## [Data under study]
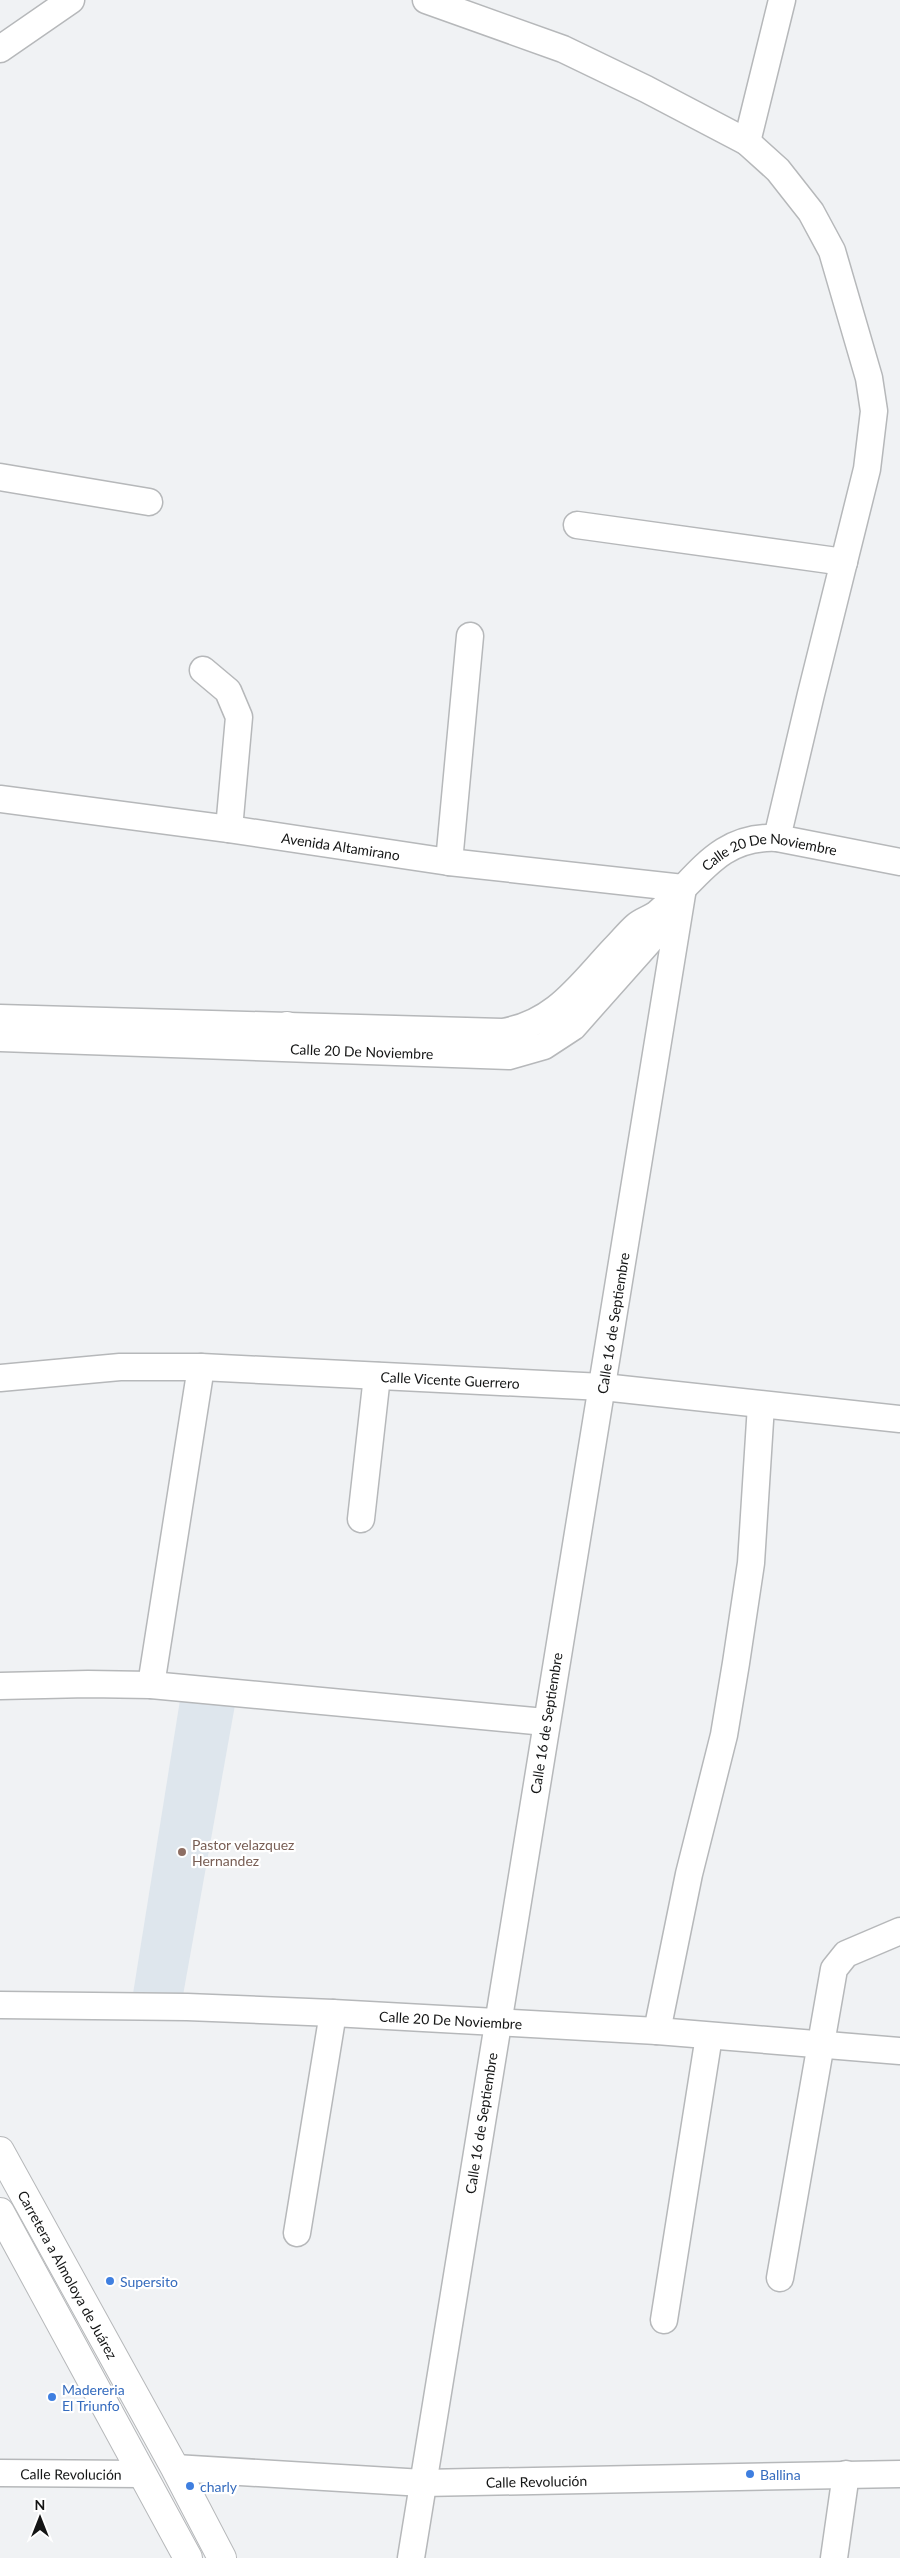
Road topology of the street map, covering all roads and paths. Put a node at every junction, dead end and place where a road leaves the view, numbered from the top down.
1 (71, 0) edge
2 (426, 0) edge
3 (782, 0) edge
4 (0, 50) edge
5 (747, 142) junction
6 (0, 477) edge
7 (149, 502) dead end
8 (577, 525) dead end
9 (844, 562) junction
10 (470, 636) dead end
11 (203, 670) dead end
12 (0, 799) edge
13 (229, 829) junction
14 (777, 838) junction
15 (449, 862) junction
16 (900, 862) edge
17 (683, 888) junction
18 (0, 1018) edge
19 (287, 1037) junction
20 (0, 1038) edge
21 (201, 1367) junction
22 (377, 1376) junction
23 (0, 1378) edge
24 (603, 1387) junction
25 (761, 1405) junction
26 (900, 1419) edge
27 (361, 1519) dead end
28 (151, 1685) junction
29 (0, 1686) edge
30 (545, 1722) junction
31 (900, 1932) edge
32 (0, 2005) edge
33 (333, 2013) junction
34 (497, 2023) junction
35 (657, 2031) junction
36 (709, 2036) junction
37 (821, 2045) junction
38 (900, 2051) edge
39 (0, 2151) edge
40 (0, 2212) edge
41 (43, 2229) junction
42 (297, 2232) dead end
43 (18, 2244) junction
44 (780, 2278) dead end
45 (664, 2320) dead end
46 (175, 2468) junction
47 (0, 2472) edge
48 (142, 2474) junction
49 (846, 2474) junction
50 (900, 2474) edge
51 (423, 2483) junction
52 (188, 2558) edge
53 (222, 2558) edge
54 (411, 2558) edge
55 (834, 2558) edge

1 - 4 street
2 - 5 street
3 - 5 street
5 - 9 street
6 - 7 street
8 - 9 street
9 - 14 street
10 - 15 street
11 - 13 street
12 - 13 street, Avenida Altamirano
13 - 15 street, Avenida Altamirano
14 - 16 street, Calle 20 De Noviembre
14 - 17 street, Calle 20 De Noviembre
15 - 17 street, Avenida Altamirano
17 - 19 street, Calle 20 De Noviembre
17 - 24 street, Calle 16 de Septiembre
18 - 19 street, Calle 20 De Noviembre
19 - 20 street, Calle 20 De Noviembre
21 - 22 street, Calle Vicente Guerrero
21 - 23 street, Calle Vicente Guerrero
21 - 28 street
22 - 24 street, Calle Vicente Guerrero
22 - 27 street
24 - 25 street, Calle Vicente Guerrero
24 - 30 street, Calle 16 de Septiembre
25 - 26 street, Calle Vicente Guerrero
25 - 35 street
28 - 29 street
28 - 30 street
30 - 34 street, Calle 16 de Septiembre
31 - 37 street
32 - 33 street, Calle 20 De Noviembre
33 - 34 street, Calle 20 De Noviembre
33 - 42 street
34 - 35 street, Calle 20 De Noviembre
34 - 51 street, Calle 16 de Septiembre
35 - 36 street, Calle 20 De Noviembre
36 - 37 street, Calle 20 De Noviembre
36 - 45 street
37 - 38 street, Calle 20 De Noviembre
37 - 44 street
39 - 41 main road, Carretera a Almoloya de Juárez
40 - 43 main road
41 - 43 main road
41 - 46 main road, Carretera a Almoloya de Juárez
43 - 48 main road
46 - 51 street, Calle Revolución
46 - 53 main road, Carretera a Almoloya de Juárez
47 - 48 street, Calle Revolución
48 - 52 main road
49 - 50 street, Calle Revolución
49 - 51 street, Calle Revolución
49 - 55 street
51 - 54 street, Calle 16 de Septiembre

## [What to produce]
Pictures do not belong in the copy; repeat the rest of the listing exactly.

## [Response below]
Road topology of the street map, covering all roads and paths. Put a node at every junction, dead end and place where a road leaves the view, numbered from the top down.
1 (71, 0) edge
2 (426, 0) edge
3 (782, 0) edge
4 (0, 50) edge
5 (747, 142) junction
6 (0, 477) edge
7 (149, 502) dead end
8 (577, 525) dead end
9 (844, 562) junction
10 (470, 636) dead end
11 (203, 670) dead end
12 (0, 799) edge
13 (229, 829) junction
14 (777, 838) junction
15 (449, 862) junction
16 (900, 862) edge
17 (683, 888) junction
18 (0, 1018) edge
19 (287, 1037) junction
20 (0, 1038) edge
21 (201, 1367) junction
22 (377, 1376) junction
23 (0, 1378) edge
24 (603, 1387) junction
25 (761, 1405) junction
26 (900, 1419) edge
27 (361, 1519) dead end
28 (151, 1685) junction
29 (0, 1686) edge
30 (545, 1722) junction
31 (900, 1932) edge
32 (0, 2005) edge
33 (333, 2013) junction
34 (497, 2023) junction
35 (657, 2031) junction
36 (709, 2036) junction
37 (821, 2045) junction
38 (900, 2051) edge
39 (0, 2151) edge
40 (0, 2212) edge
41 (43, 2229) junction
42 (297, 2232) dead end
43 (18, 2244) junction
44 (780, 2278) dead end
45 (664, 2320) dead end
46 (175, 2468) junction
47 (0, 2472) edge
48 (142, 2474) junction
49 (846, 2474) junction
50 (900, 2474) edge
51 (423, 2483) junction
52 (188, 2558) edge
53 (222, 2558) edge
54 (411, 2558) edge
55 (834, 2558) edge

1 - 4 street
2 - 5 street
3 - 5 street
5 - 9 street
6 - 7 street
8 - 9 street
9 - 14 street
10 - 15 street
11 - 13 street
12 - 13 street, Avenida Altamirano
13 - 15 street, Avenida Altamirano
14 - 16 street, Calle 20 De Noviembre
14 - 17 street, Calle 20 De Noviembre
15 - 17 street, Avenida Altamirano
17 - 19 street, Calle 20 De Noviembre
17 - 24 street, Calle 16 de Septiembre
18 - 19 street, Calle 20 De Noviembre
19 - 20 street, Calle 20 De Noviembre
21 - 22 street, Calle Vicente Guerrero
21 - 23 street, Calle Vicente Guerrero
21 - 28 street
22 - 24 street, Calle Vicente Guerrero
22 - 27 street
24 - 25 street, Calle Vicente Guerrero
24 - 30 street, Calle 16 de Septiembre
25 - 26 street, Calle Vicente Guerrero
25 - 35 street
28 - 29 street
28 - 30 street
30 - 34 street, Calle 16 de Septiembre
31 - 37 street
32 - 33 street, Calle 20 De Noviembre
33 - 34 street, Calle 20 De Noviembre
33 - 42 street
34 - 35 street, Calle 20 De Noviembre
34 - 51 street, Calle 16 de Septiembre
35 - 36 street, Calle 20 De Noviembre
36 - 37 street, Calle 20 De Noviembre
36 - 45 street
37 - 38 street, Calle 20 De Noviembre
37 - 44 street
39 - 41 main road, Carretera a Almoloya de Juárez
40 - 43 main road
41 - 43 main road
41 - 46 main road, Carretera a Almoloya de Juárez
43 - 48 main road
46 - 51 street, Calle Revolución
46 - 53 main road, Carretera a Almoloya de Juárez
47 - 48 street, Calle Revolución
48 - 52 main road
49 - 50 street, Calle Revolución
49 - 51 street, Calle Revolución
49 - 55 street
51 - 54 street, Calle 16 de Septiembre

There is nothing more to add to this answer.